Chinese billionaire businesswoman (born 1964)

Wu Yajun (吴亚军; born 1964) is a Chinese billionaire businesswoman who was at one time the world's richest self-made woman. She is the co-founder, former chairwoman, and former CEO of Longfor Properties. From humble origins, she worked as a journalist and editor before moving into real estate in the 1990s, later investing in technology companies including Uber and Evernote.

As of April 2021, Wu has an estimated net worth of US$18.3 billion.

==Early life==
Wu was born in Chongqing in 1964 to an ordinary family. She graduated from the Department of Navigation Engineering of the Northwestern Polytechnical University in 1984.

==Career==
From 1984 to 1988, she worked at the Qianwei Meter Factory. From 1988 to 1993 she worked as a journalist and editor at the China Shirong News Agency.

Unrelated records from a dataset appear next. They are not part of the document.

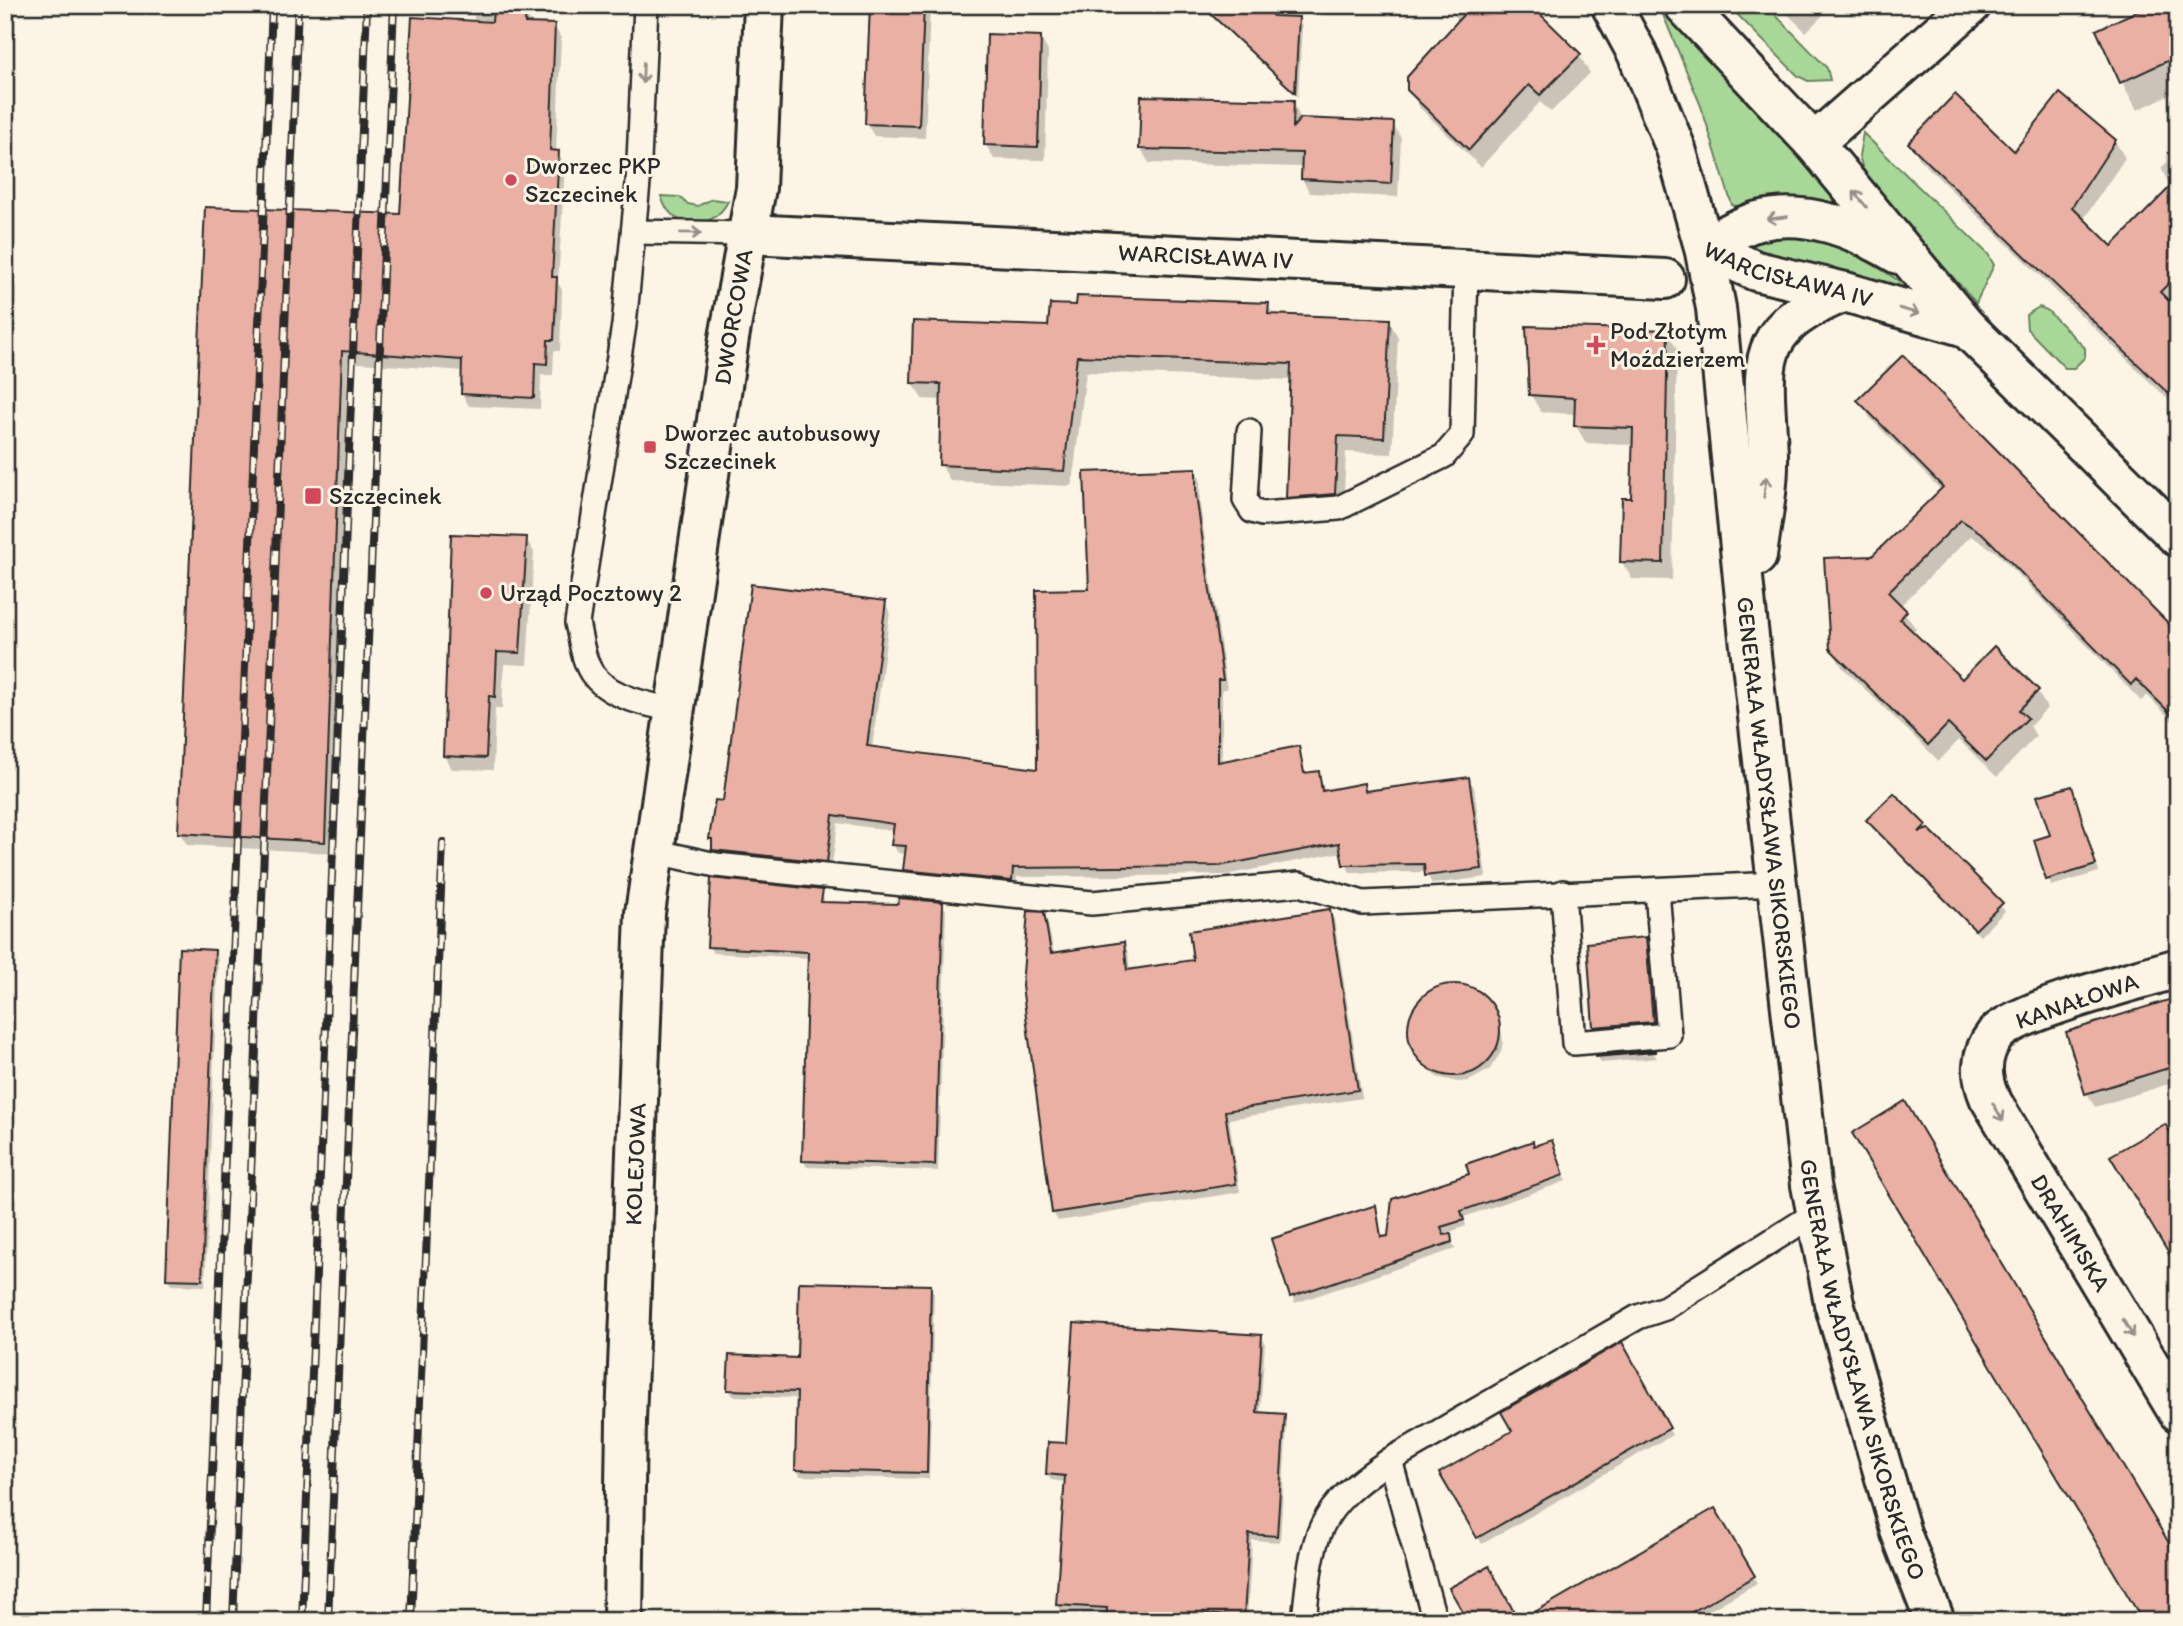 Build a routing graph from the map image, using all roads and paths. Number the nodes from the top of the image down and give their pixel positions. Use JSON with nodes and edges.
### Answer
{"nodes":[{"id":1,"x":646,"y":5,"type":"edge"},
{"id":2,"x":764,"y":5,"type":"edge"},
{"id":3,"x":1611,"y":5,"type":"edge"},
{"id":4,"x":1684,"y":5,"type":"edge"},
{"id":5,"x":1971,"y":5,"type":"edge"},
{"id":6,"x":1814,"y":144,"type":"junction"},
{"id":7,"x":634,"y":232,"type":"junction"},
{"id":8,"x":748,"y":234,"type":"junction"},
{"id":9,"x":1704,"y":247,"type":"junction"},
{"id":10,"x":1910,"y":260,"type":"junction"},
{"id":11,"x":1466,"y":268,"type":"junction"},
{"id":12,"x":1665,"y":279,"type":"dead end"},
{"id":13,"x":1845,"y":292,"type":"junction"},
{"id":14,"x":1966,"y":327,"type":"junction"},
{"id":15,"x":1249,"y":431,"type":"dead end"},
{"id":16,"x":2178,"y":537,"type":"edge"},
{"id":17,"x":1748,"y":628,"type":"junction"},
{"id":18,"x":676,"y":710,"type":"junction"},
{"id":19,"x":653,"y":851,"type":"junction"},
{"id":20,"x":1777,"y":884,"type":"junction"},
{"id":21,"x":1657,"y":891,"type":"junction"},
{"id":22,"x":1563,"y":892,"type":"junction"},
{"id":23,"x":2178,"y":968,"type":"edge"},
{"id":24,"x":1987,"y":1048,"type":"joint"},
{"id":25,"x":1816,"y":1213,"type":"junction"},
{"id":26,"x":2178,"y":1412,"type":"edge"},
{"id":27,"x":1390,"y":1460,"type":"junction"},
{"id":28,"x":623,"y":1621,"type":"edge"},
{"id":29,"x":1304,"y":1621,"type":"edge"},
{"id":30,"x":1435,"y":1621,"type":"edge"},
{"id":31,"x":1935,"y":1621,"type":"edge"}],
"edges":[{"from":1,"to":7,"type":"lane","one_way":true},
{"from":2,"to":8,"type":"street","name":"DWORCOWA"},
{"from":3,"to":9,"type":"street","name":"GENERAŁA WŁADYSŁAWA SIKORSKIEGO"},
{"from":4,"to":6,"type":"street","name":"WARCISŁAWA IV"},
{"from":5,"to":6,"type":"street"},
{"from":10,"to":6,"type":"street","name":"WARCISŁAWA IV","one_way":true},
{"from":7,"to":8,"type":"lane","one_way":true},
{"from":7,"to":18,"type":"lane"},
{"from":8,"to":11,"type":"street","name":"WARCISŁAWA IV"},
{"from":8,"to":18,"type":"street","name":"DWORCOWA"},
{"from":10,"to":9,"type":"street","name":"WARCISŁAWA IV","one_way":true},
{"from":9,"to":13,"type":"street","name":"WARCISŁAWA IV"},
{"from":9,"to":17,"type":"street","name":"GENERAŁA WŁADYSŁAWA SIKORSKIEGO"},
{"from":10,"to":14,"type":"street","name":"WARCISŁAWA IV"},
{"from":11,"to":12,"type":"street","name":"WARCISŁAWA IV"},
{"from":11,"to":15,"type":"lane"},
{"from":13,"to":14,"type":"street","name":"WARCISŁAWA IV","one_way":true},
{"from":17,"to":13,"type":"street","one_way":true},
{"from":14,"to":16,"type":"street","name":"WARCISŁAWA IV"},
{"from":17,"to":20,"type":"street","name":"GENERAŁA WŁADYSŁAWA SIKORSKIEGO"},
{"from":18,"to":19,"type":"street","name":"KOLEJOWA"},
{"from":19,"to":22,"type":"lane"},
{"from":19,"to":28,"type":"street","name":"KOLEJOWA"},
{"from":20,"to":21,"type":"lane"},
{"from":20,"to":25,"type":"street","name":"GENERAŁA WŁADYSŁAWA SIKORSKIEGO"},
{"from":21,"to":22,"type":"lane"},
{"from":21,"to":22,"type":"lane"},
{"from":23,"to":24,"type":"street","name":"KANAŁOWA"},
{"from":24,"to":26,"type":"street","name":"DRAHIMSKA","one_way":true},
{"from":25,"to":27,"type":"lane"},
{"from":25,"to":31,"type":"street","name":"GENERAŁA WŁADYSŁAWA SIKORSKIEGO"},
{"from":27,"to":29,"type":"lane"},
{"from":27,"to":30,"type":"lane"}]}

In 1995 Wu and her former husband, businessman Cai Kui, founded Chongqing Zhongjianke Real Estate Co Ltd with an initial capital investment of 10 million yuan.
The company was later renamed as Longfor Properties. The enterprise grew rapidly thereafter, expanding from her home in Chongqing to include major cities like Chengdu, Beijing, Shanghai, Changzhou and Dalian. She became alumni member of the Cheung Kong Graduate School of Business in 2007. Longfor Properties went public on the Hong Kong Stock Exchange (SEHK) in 2009; notable investors are Singapore's government, Ping An Insurance and Temasek Holdings.

Wu is the former chairwoman and former CEO of Longfor Properties.

==Wealth==
Wu's wealth is managed by her family office, which was founded in 2013. Since inception, it has made investments in technology companies including Uber and Evernote.

She is the third-richest woman in China, and the 22nd-richest overall, according to the Hurun Report China Rich List 2013. In 2012, she was the richest woman in China, and fifth-richest person in the country. She lost that position to Yang Huiyan due to her divorce from Cai Kui. As of March 2013 she was the 299th-richest person in the world, and among the top 50 Power-women list by Forbes, with a net worth of US$4.4 billion. She was a delegate to the 11th and 12th National People's Congress (2008–2018) and has not served since. In 2014, she was listed as the 41st most powerful woman in the world by Forbes.

In March 2019, Barron's reported that, after a seven year gap, Wu was once again the world's richest self-made woman.

==Personal life==
In 2012, Wu divorced her husband Cai Kui, thereby losing her status as richest woman in China to Yang Huiyan. Wu's stake in Longfor fell to 45%, with Cai Kui holding a 30% stake. She has one child.